Cassius: Thank you, Martin. We have read a little longer than usual today. The material divides clearly into two sections: from lines 60 through the end of 62 we’re talking about atomic motion and its implications, and then from 63 to 66 we move over to the discussion of the soul and how the atoms of the soul cannot continue to function to produce sensation when no longer restrained within the body.

Starting in section 60, the primary point is that in an infinite universe you can proceed indefinitely in any direction without ever coming to an end. He says that you can arrive countless times at the feet of beings above and at the head of beings below — consistent with the idea of an infinity of direction. What do you make of this?


Martin: This is a consequence of the infinity of the universe. Instead of saying there is no direction of up and down, he refers to there being no absolute highest point. It is not conceivable for him that this direction should be different for anyone else — because of the lack of proper understanding of the physics of gravity. So this portion, even though consistent with Epicurean physics in its main point, is in that one respect incorrect.

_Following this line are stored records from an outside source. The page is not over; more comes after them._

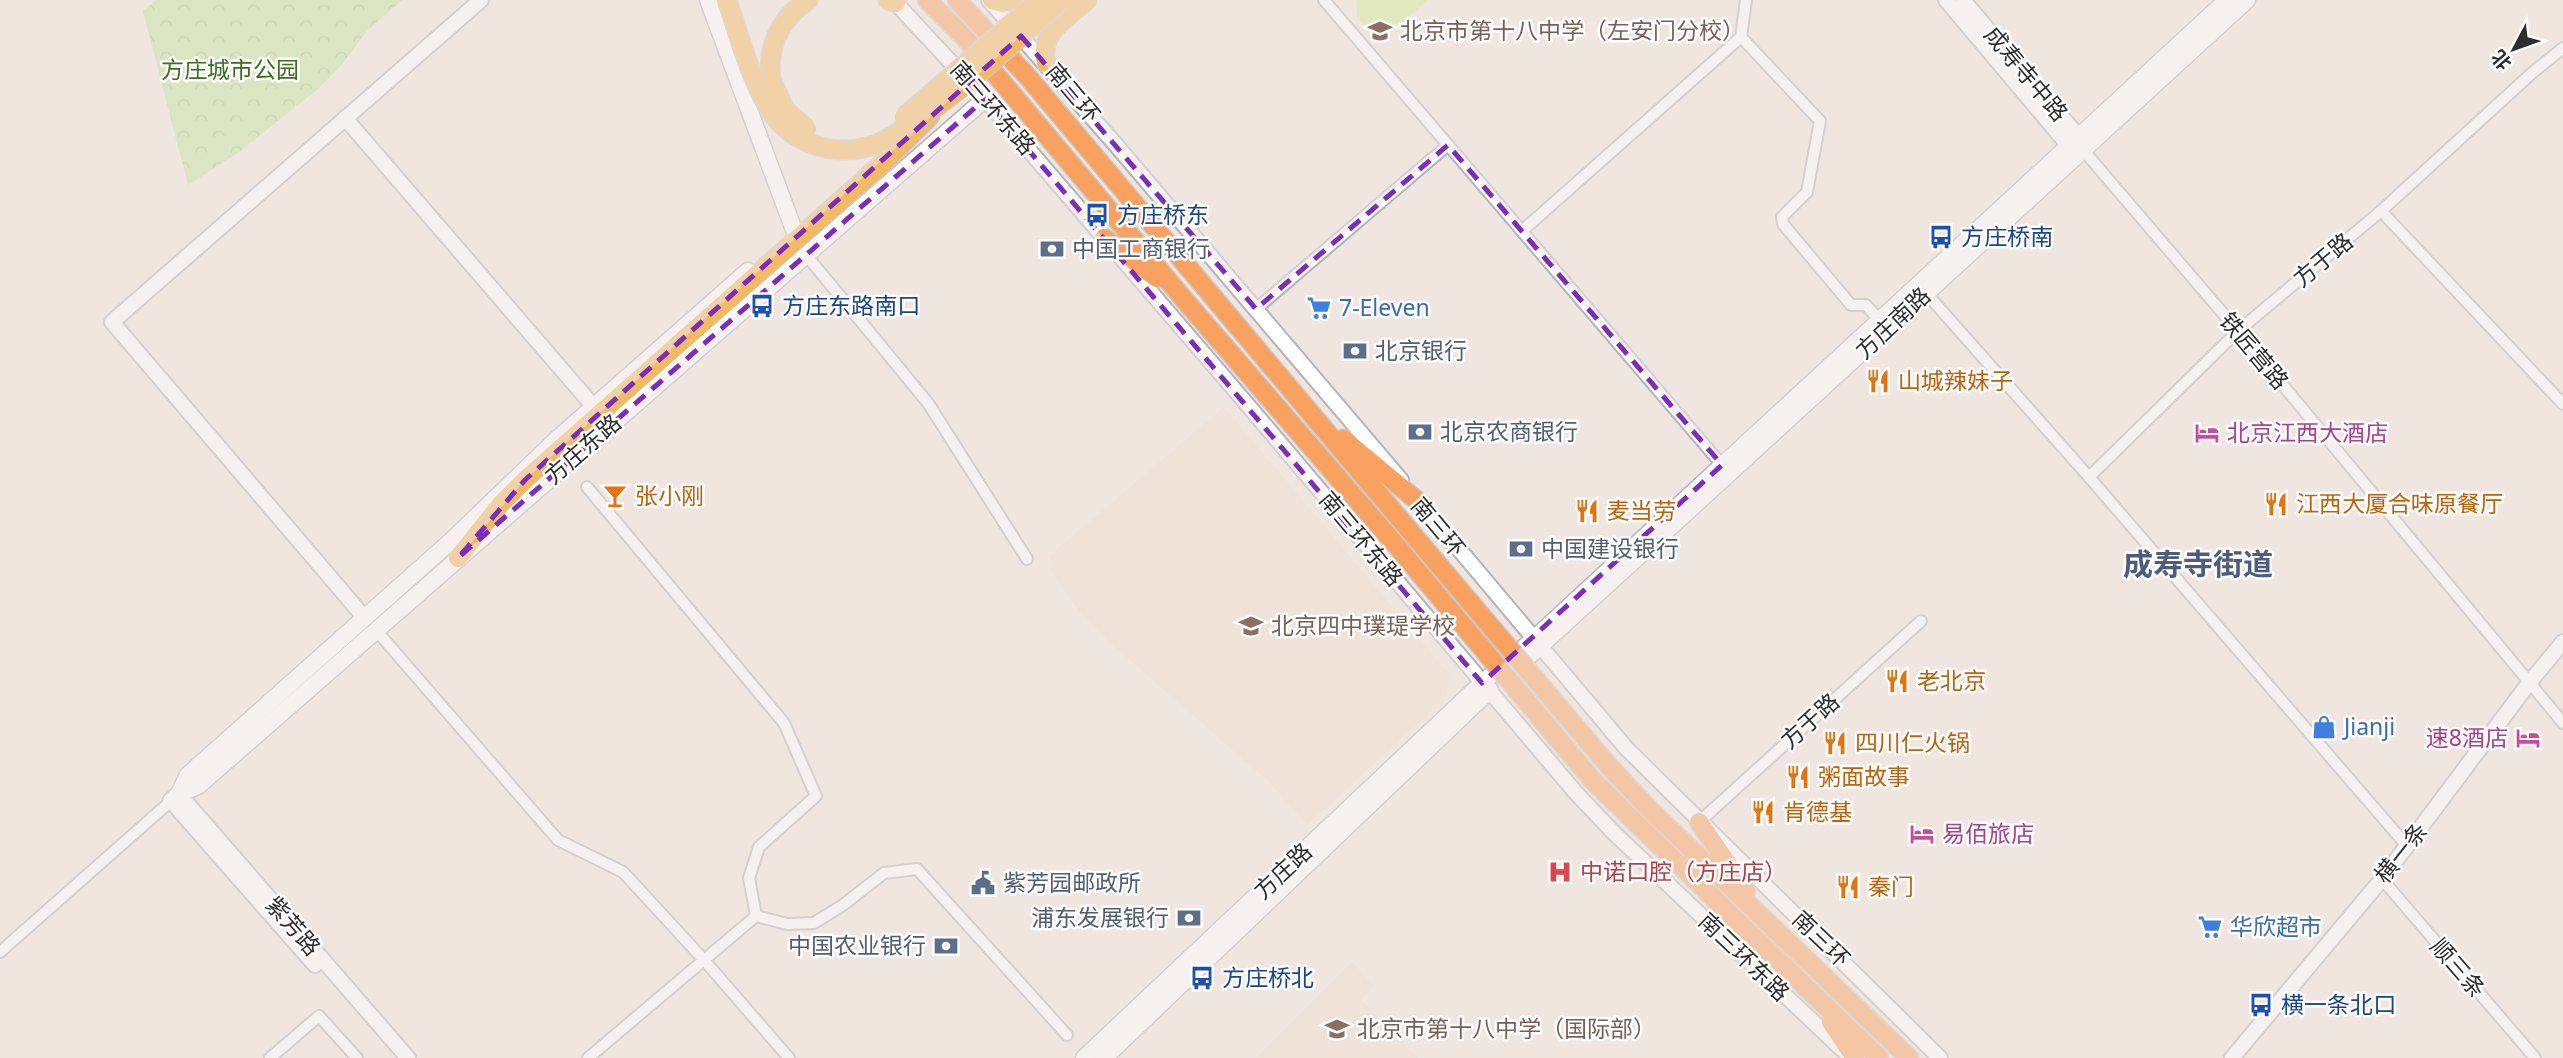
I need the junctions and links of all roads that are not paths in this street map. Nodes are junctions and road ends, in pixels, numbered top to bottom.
1 (481, 0) edge
2 (708, 0) edge
3 (727, 0) edge
4 (807, 0) edge
5 (927, 0) edge
6 (957, 0) edge
7 (990, 0) edge
8 (1012, 0) edge
9 (1039, 0) edge
10 (1062, 0) edge
11 (1087, 0) edge
12 (1324, 0) edge
13 (1746, 0) edge
14 (1946, 0) edge
15 (1963, 0) edge
16 (2228, 0) edge
17 (2247, 0) edge
18 (892, 1) edge
19 (1741, 37) junction
20 (2563, 48) edge
21 (1046, 63) junction
22 (968, 79) junction
23 (985, 99) junction
24 (941, 105) junction
25 (345, 118) junction
26 (2077, 144) junction
27 (1448, 145) junction
28 (2381, 211) junction
29 (794, 230) junction
30 (1522, 231) junction
31 (1104, 238) junction
32 (807, 256) junction
33 (1926, 293) junction
34 (1182, 297) junction
35 (1255, 309) junction
36 (1879, 320) junction
37 (2238, 331) junction
38 (2563, 404) edge
39 (594, 407) junction
40 (1308, 409) junction
41 (1722, 465) junction
42 (2088, 477) junction
43 (587, 487) dead end
44 (1421, 504) junction
45 (458, 558) junction
46 (1027, 559) dead end
47 (1922, 621) dead end
48 (370, 623) junction
49 (2563, 642) edge
50 (1537, 644) junction
51 (2529, 683) junction
52 (1485, 688) junction
53 (2563, 723) edge
54 (175, 797) junction
55 (1699, 822) junction
56 (2407, 846) junction
57 (2382, 879) junction
58 (756, 916) junction
59 (1766, 920) junction
60 (0, 951) edge
61 (704, 960) junction
62 (1809, 990) junction
63 (1067, 1035) dead end
64 (1109, 1052) edge
65 (270, 1058) edge
66 (357, 1058) edge
67 (396, 1058) edge
68 (408, 1058) edge
69 (588, 1058) edge
70 (789, 1058) edge
71 (1084, 1058) edge
72 (1853, 1058) edge
73 (1879, 1058) edge
74 (1909, 1058) edge
75 (1940, 1058) edge
76 (2232, 1058) edge
77 (2535, 1058) edge

1 - 25 street
2 - 29 main road
3 - 24 main road, bridge
4 - 9 main road, bridge
5 - 34 highway, 南三环
6 - 40 highway, 南三环
7 - 8 main road
7 - 21 street
10 - 24 main road, bridge
11 - 21 main road
12 - 27 street
13 - 19 street
14 - 26 street, 成寿寺中路
15 - 26 street, 成寿寺中路
16 - 26 main road, 方庄南路
17 - 26 main road, 方庄南路
18 - 22 street, 南三环东路
19 - 30 street
19 - 36 street
20 - 28 street, 方于路
21 - 35 street
22 - 23 street, 南三环东路
22 - 29 main road
23 - 31 street, 南三环东路
23 - 32 main road, 方庄东路
24 - 45 main road, bridge
25 - 39 street
25 - 48 street
26 - 33 main road, 方庄南路
26 - 36 main road, 方庄南路
26 - 37 street, 铁匠营路
27 - 30 street
27 - 35 street
28 - 37 street, 方于路
28 - 38 street
29 - 39 main road
30 - 41 street
31 - 34 highway
31 - 52 street, 南三环东路
32 - 45 main road, 方庄东路
32 - 46 street
33 - 42 street
33 - 50 main road, 方庄南路
34 - 62 highway, 南三环, bridge
35 - 44 street
36 - 41 main road, 方庄南路
37 - 42 street, 方于路
37 - 51 street, 铁匠营路
39 - 48 main road
40 - 44 highway
40 - 59 highway, 南三环, bridge
41 - 50 main road, 方庄南路
42 - 56 street
43 - 58 street
44 - 50 street
45 - 48 main road, 方庄东路
47 - 55 street, 方于路
48 - 54 main road
48 - 61 street
49 - 51 street, 横一条
50 - 52 main road, 方庄路
50 - 55 street
51 - 53 street, 铁匠营路
51 - 56 street, 横一条
52 - 64 main road, 方庄路
52 - 72 street, 南三环东路
54 - 60 street
54 - 67 street, 紫芳路
54 - 68 street, 紫芳路
55 - 59 highway
55 - 75 street
56 - 57 street, 横一条
57 - 76 street, 横一条
57 - 77 street, 顺三条
58 - 61 street
58 - 63 street
59 - 74 highway, 南三环
61 - 69 street
61 - 70 street
62 - 72 highway
62 - 73 highway, 南三环
64 - 71 main road, 方庄路
65 - 66 street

Cassius: But is he not raising a distinction between our senses and our existence versus a question of absolutes? There is to us an up and a down — he seems not to deny that. What he denies is an absolute up and down for all beings everywhere. And Joshua, you’ve been looking for something in Lucretius?

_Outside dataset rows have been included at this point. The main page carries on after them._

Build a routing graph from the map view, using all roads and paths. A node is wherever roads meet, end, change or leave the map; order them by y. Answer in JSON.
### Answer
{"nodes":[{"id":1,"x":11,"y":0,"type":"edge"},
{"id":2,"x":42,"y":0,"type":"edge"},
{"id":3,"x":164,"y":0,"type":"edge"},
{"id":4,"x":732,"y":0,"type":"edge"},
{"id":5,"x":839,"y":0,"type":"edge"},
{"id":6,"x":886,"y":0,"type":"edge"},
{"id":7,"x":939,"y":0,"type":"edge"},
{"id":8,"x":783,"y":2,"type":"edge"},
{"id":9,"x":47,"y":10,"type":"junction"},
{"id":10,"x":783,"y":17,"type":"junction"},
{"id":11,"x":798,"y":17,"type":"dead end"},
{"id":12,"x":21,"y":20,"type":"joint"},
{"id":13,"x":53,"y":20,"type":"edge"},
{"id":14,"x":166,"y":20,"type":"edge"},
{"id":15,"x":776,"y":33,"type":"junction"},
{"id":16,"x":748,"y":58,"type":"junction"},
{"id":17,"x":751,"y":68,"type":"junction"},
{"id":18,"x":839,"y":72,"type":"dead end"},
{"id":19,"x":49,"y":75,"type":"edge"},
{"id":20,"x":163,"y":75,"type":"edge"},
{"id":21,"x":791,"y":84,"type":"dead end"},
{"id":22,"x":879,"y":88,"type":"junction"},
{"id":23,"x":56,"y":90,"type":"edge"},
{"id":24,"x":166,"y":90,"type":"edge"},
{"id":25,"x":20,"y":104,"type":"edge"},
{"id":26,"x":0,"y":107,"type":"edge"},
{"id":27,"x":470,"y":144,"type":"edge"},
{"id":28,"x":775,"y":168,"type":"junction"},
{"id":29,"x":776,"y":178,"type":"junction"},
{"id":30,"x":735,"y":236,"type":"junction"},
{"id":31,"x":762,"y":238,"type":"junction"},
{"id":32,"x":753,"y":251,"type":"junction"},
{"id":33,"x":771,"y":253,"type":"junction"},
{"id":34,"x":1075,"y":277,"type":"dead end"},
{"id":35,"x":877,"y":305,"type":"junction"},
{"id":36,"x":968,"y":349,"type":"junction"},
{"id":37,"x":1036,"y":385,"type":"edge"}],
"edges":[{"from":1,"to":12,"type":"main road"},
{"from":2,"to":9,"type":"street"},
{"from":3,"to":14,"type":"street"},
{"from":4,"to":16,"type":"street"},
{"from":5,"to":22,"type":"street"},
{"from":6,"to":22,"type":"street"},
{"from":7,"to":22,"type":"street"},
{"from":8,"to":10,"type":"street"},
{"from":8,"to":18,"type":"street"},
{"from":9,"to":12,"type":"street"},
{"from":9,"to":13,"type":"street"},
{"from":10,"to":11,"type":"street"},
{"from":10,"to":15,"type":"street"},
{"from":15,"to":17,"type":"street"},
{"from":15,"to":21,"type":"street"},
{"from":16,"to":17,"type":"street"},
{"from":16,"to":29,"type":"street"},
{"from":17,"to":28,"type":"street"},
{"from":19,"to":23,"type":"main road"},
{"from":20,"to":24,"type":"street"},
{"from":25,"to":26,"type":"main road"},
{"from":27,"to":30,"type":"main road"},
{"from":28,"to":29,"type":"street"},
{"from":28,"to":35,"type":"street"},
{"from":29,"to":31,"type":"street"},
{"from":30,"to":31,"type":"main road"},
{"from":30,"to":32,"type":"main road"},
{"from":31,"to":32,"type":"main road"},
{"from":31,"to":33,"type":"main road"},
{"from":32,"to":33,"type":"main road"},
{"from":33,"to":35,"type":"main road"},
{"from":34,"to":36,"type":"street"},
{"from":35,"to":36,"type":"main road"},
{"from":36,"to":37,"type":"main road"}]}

Joshua: Yes — it’s Lucretius Book 1, lines roughly 1058 through 1067. He says: “In these problems shrink, my Memmius, far from yielding faith to that notorious talk that all things inward to the center press, so that the nature of the world stands firm without all blows from outward nor can be nowhere disparted — since all height and depth have always inward to the center pressed. If thou art ready to believe that aught itself can rest upon itself, or that ponderous bodies which be under earth do all press upwards and do come to rest upon the earth in some way upside down…” And then he goes on to call these views “vain error” that has given such dreams to fools. A reasonable person today should believe that gravity pulls toward the center of a particular planet, but there is no reason to think our planet is the center of the universe.


Cassius: Right — and this is also why it is a problem for Christianity if intelligent life is found on other worlds. There is only one Son of God, and no record of him having gone to other worlds. These are the kinds of implications that people were struggling toward with less information than they would have liked. Now let’s go to section 61 and the speed of the atoms.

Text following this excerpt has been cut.